TO DO
Once you reach the line containing "thumb cmc: (506, 207)", reproduce it and every later line exactly, through the end of the data.

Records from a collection
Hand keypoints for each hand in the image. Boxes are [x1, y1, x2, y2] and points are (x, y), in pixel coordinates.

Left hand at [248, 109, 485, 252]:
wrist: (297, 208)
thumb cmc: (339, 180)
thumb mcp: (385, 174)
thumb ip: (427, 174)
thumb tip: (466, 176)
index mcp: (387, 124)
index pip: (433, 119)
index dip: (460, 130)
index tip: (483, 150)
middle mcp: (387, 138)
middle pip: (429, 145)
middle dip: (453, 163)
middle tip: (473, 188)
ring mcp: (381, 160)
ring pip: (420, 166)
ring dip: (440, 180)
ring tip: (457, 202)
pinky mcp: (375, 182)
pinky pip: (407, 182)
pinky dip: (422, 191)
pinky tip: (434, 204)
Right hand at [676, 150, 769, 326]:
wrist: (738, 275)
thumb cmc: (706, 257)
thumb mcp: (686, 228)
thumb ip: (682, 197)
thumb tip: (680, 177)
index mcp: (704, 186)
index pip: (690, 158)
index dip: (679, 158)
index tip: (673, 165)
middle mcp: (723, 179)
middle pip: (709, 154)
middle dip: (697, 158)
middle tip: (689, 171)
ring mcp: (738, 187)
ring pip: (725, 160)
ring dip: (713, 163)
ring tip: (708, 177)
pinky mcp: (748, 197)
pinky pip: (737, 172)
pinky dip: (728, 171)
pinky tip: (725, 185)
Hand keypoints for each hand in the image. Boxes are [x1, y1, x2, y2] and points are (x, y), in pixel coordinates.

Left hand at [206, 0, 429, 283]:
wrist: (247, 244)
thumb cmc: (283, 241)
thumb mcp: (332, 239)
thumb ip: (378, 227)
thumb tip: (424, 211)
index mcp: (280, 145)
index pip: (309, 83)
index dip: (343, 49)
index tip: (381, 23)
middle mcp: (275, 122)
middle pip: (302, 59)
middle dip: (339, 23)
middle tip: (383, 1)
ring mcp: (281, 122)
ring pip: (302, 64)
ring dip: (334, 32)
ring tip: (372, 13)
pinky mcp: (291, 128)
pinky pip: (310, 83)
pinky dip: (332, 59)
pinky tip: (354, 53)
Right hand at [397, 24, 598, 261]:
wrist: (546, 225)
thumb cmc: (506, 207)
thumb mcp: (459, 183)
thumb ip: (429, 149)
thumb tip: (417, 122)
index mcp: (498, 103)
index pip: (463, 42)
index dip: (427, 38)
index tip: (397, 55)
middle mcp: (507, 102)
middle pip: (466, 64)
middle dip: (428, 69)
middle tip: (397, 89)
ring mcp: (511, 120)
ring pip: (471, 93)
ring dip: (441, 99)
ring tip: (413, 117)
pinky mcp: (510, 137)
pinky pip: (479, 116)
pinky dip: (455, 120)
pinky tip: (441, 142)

TASK OUTPUT
thumb cmc: (506, 207)
thumb mcp: (459, 183)
thumb ip: (429, 149)
thumb tip: (417, 122)
index mcp: (498, 103)
index pip: (463, 42)
index dip: (427, 38)
index tip: (397, 55)
middle mcp: (507, 102)
middle pip: (466, 64)
middle dip: (428, 69)
middle tip: (397, 89)
ring mcp: (511, 120)
ring pip: (471, 93)
ring dip: (441, 99)
ring tip: (413, 117)
pinky mcp: (510, 137)
pinky pip: (479, 116)
pinky dip: (455, 120)
pinky tip: (441, 142)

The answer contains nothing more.